GDM is associated with increased risks of maternal, fetal, and neonatal adverse outcomes, depending on the degree of hyperglycemia. Furthermore, GDM has long-term sequelae for both the mother and offspring after delivery. Several studies have reported postpartum type 2 diabetes mellitus (T2DM) rates ranging from 3% to 38% within 1 year after delivery, depending on ethnicity and the proportion of participants with severe hyperglycemia during pregnancy. Cho et al. [2] found that the incidence of T2DM was approximately 41% in Korean women with previous GDM.
Like prediabetes, gestational impaired glucose tolerance (GIGT) can be diagnosed when only one abnormal glucose value is seen on the 100-g OGTT. GIGT was thought to be an intermediate phenotype between normal glucose tolerance (NGT) and GDM. However, recent studies showed that the maternal and fetal outcomes are poorer if GIGT is not treated [3,4]. In this issue of The Korean Journal of Internal Medicine, Yang et al. [5] analyzed various indices of insulin resistance and insulin secretion in 1,163 pregnant Korean women undergoing 100-g OGTT. Based on the OGTT results, the study subjects were subdivided into three groups: NGT, GIGT (only one abnormal value based on the criteria of Carpenter and Coustan), and GDM. The subjects with GDM were older than the subjects with NGT and had a higher prepregnancy body mass index (BMI). In addition, the GDM group had higher insulin resistance indexes and lower insulin secretion indexes, as compared to the NGT group. These findings are similar to those of previous reports. It was thought that GDM develops when β-cells fail to adapt to the increasing demand for insulin release during the second half of pregnancy, when insulin resistance is greatest. Buchanan et al. [6] showed that insulin secretion during pregnancy increases in parallel in women with and without GDM, but from a lower starting point in women with GDM. This means that the β-cell defect in GDM is somewhat chronic, rather than acquired during pregnancy. Consequently, the β-cell dysfunction in GDM may worsen over time, which results in overt diabetes mellitus postpartum.

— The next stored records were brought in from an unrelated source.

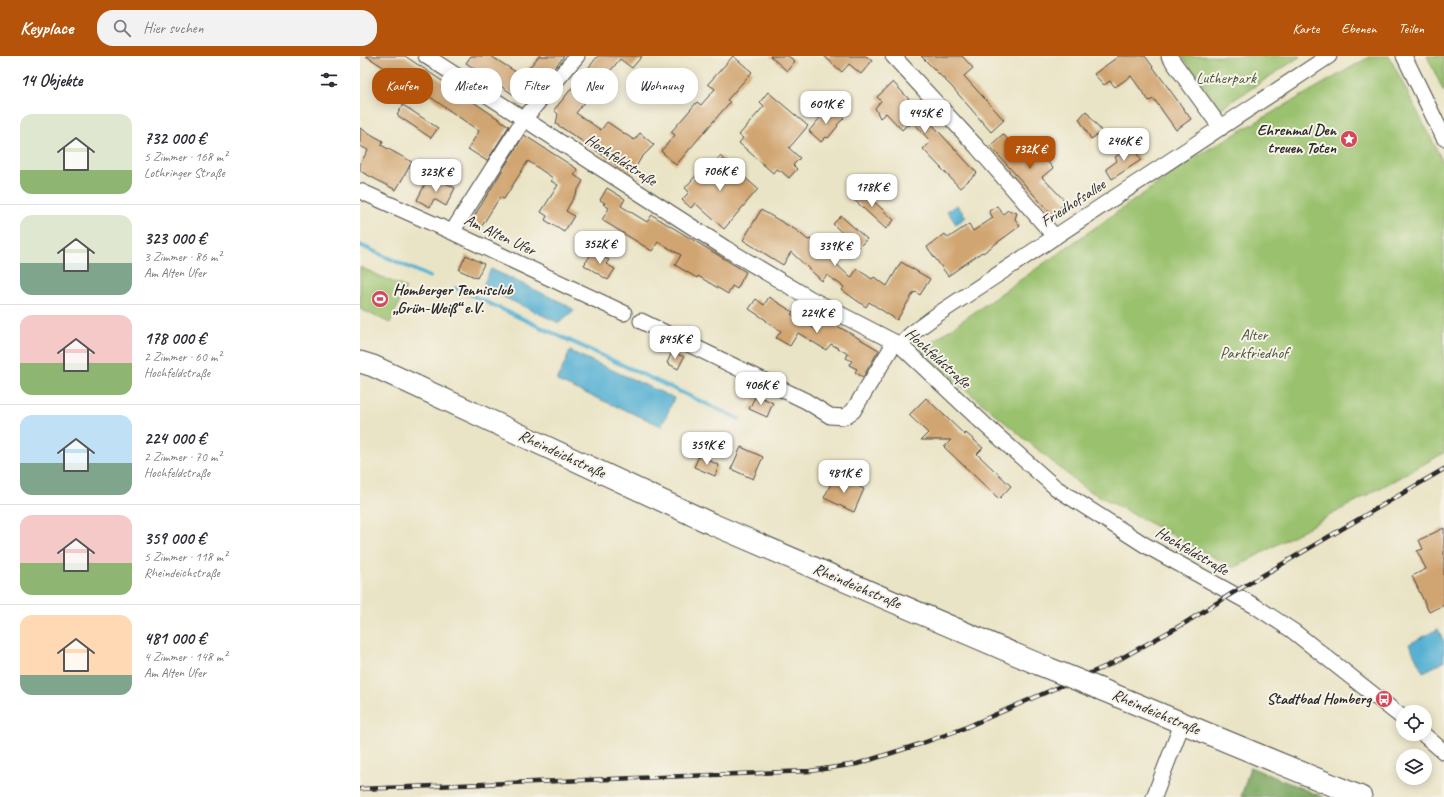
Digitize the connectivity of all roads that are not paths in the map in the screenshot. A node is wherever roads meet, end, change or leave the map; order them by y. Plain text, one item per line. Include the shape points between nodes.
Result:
1 (426, 56) edge
2 (577, 56) edge
3 (893, 56) edge
4 (1169, 56) edge
5 (1330, 56) edge
6 (1404, 56) edge
7 (524, 119) junction
8 (1221, 128) junction
9 (1444, 138) edge
10 (360, 191) edge
11 (452, 232) junction
12 (1055, 237) junction
13 (624, 313) dead end
14 (641, 321) dead end
15 (898, 344) junction
16 (360, 362) edge
17 (1396, 712) edge
18 (1182, 724) junction
19 (1431, 741) edge
20 (1444, 752) edge
21 (1154, 797) edge
22 (1361, 797) edge

1 - 7 street, Hochfeldstraße
2 - 7 street
3 - 12 street
4 - 8 street
5 - 8 street, Friedhofsallee
6 - 9 street
7 - 11 street
7 - 15 street, Hochfeldstraße via 731,252 811,299
8 - 12 street, Friedhofsallee
10 - 11 street, Am Alten Ufer
11 - 13 street, Am Alten Ufer
12 - 15 street, Friedhofsallee via 938,314
14 - 15 street via 830,416 844,417 853,411
15 - 17 street, Hochfeldstraße via 1056,488 1144,545 1255,606 1293,631
16 - 18 main road, Rheindeichstraße, bridge via 712,524
18 - 21 street
18 - 22 main road, Rheindeichstraße
19 - 20 street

Yang et al. [5] found that the insulin resistance indices were significantly worse in the GDM group than in the GIGT group, as expected. However, the insulin levels at each time point in the 100-g OGTT and the area under the curve for insulin were significantly higher in the GIGT group than in the GDM group. This suggests that compensation for insulin secretion occurs in the GIGT group. Insulin secretion indices were significantly lower in subjects with GDM compared with the other two groups. Among the subjects with GIGT, the 1-hour abnormal group had a significantly greater weight gain during pregnancy, and the values from the 50-g OGTT were higher than in the other two groups. Although the insulin resistance indices among the three groups were not different, HOMA-β as an index of insulin secretion capacity was lowest in the 1-hour abnormal group, which means that an insulin secretion defect is prominent in that group. This finding is similar to that of Retnakaran et al. [7]. However, recent studies suggest that women with a single abnormal glucose value at 1 hour on the OGTT had a metabolic phenotype similar to GDM, whereas GIGT at 2 or 3 hours on the OGTT is similar to NGT. Retnakaran et al. [7] reported that the caesarian section rate was higher in women with an abnormal glucose value at 1 hour on the OGTT, and this was associated with postpartum glycemia, insulin resistance, and β-cell dysfunction.

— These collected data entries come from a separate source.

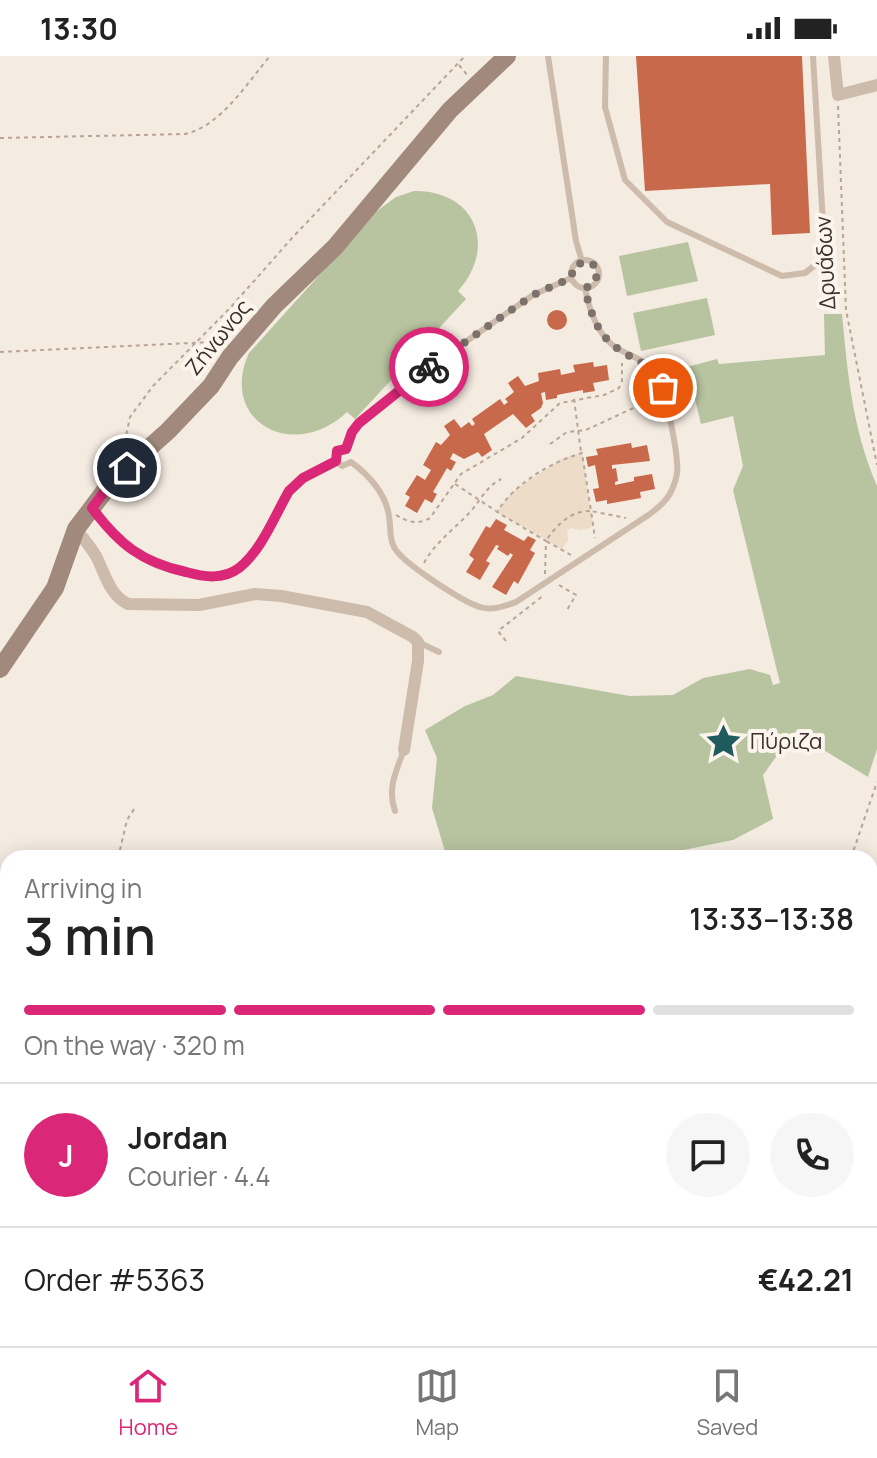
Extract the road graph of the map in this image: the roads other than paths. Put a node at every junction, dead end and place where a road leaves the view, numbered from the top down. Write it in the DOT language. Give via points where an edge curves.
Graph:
graph roads {
  1 [pos="507,56"];
  2 [pos="548,56"];
  3 [pos="606,56"];
  4 [pos="813,56"];
  5 [pos="834,56"];
  6 [pos="877,85"];
  7 [pos="582,261"];
  8 [pos="571,278"];
  9 [pos="585,288"];
  10 [pos="346,449"];
  11 [pos="336,461"];
  12 [pos="351,462"];
  13 [pos="92,508"];
  14 [pos="76,529"];
  15 [pos="418,642"];
  16 [pos="439,652"];
  17 [pos="0,669"];
  18 [pos="404,750"];
  19 [pos="395,811"];
  1 -- 13 [label="street, Ζήνωνος" via="450,110 335,247 274,306 211,386 113,480"];
  2 -- 7 [label="lane"];
  3 -- 4 [label="lane" via="605,107 625,180 667,222 782,276 805,273 818,263 824,240"];
  5 -- 6 [label="street" via="838,95"];
  7 -- 8 [label="lane" via="572,269"];
  7 -- 9 [label="lane" via="598,273 593,285"];
  8 -- 9 [label="lane"];
  8 -- 10 [label="lane" via="533,295 412,379 359,423"];
  9 -- 12 [label="lane" via="604,336 651,368 664,394 678,464 675,480 669,496 640,521 516,602 481,607 407,563 395,549 387,507 373,482"];
  10 -- 11 [label="lane" via="337,451"];
  10 -- 12 [label="lane" via="352,453"];
  11 -- 12 [label="lane" via="342,466"];
  11 -- 13 [label="lane" via="297,482 251,557 226,575 203,577 151,563 125,545"];
  13 -- 14 [label="street, Ζήνωνος"];
  14 -- 15 [label="street" via="119,600 128,604 199,605 255,594 281,596 367,612"];
  14 -- 17 [label="street, Ζήνωνος" via="55,588"];
  15 -- 16 [label="lane"];
  15 -- 18 [label="street"];
  18 -- 19 [label="lane" via="392,780"];
}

Compared with Caucasians, Asians have a smaller β-cell mass with a lower insulin secretion capacity, whereas visceral adiposity with greater insulin resistance is common in Asians, even with a lower BMI. These pathophysiological differences between Caucasians and Asians could explain the recent abrupt increase in the prevalence of type 2 diabetes in Asian countries. In a study that assessed the changes in insulin resistance and β-cell function in a multiethnic population-based cohort of pregnant women [8], the increase in insulin resistance was similar across the ethnic groups. However, the increase in β-cell function was significantly lower for East and South Asians compared with Western Europeans. This suggests that there are similar pathophysiological differences between Asians and Caucasians in pregnancy.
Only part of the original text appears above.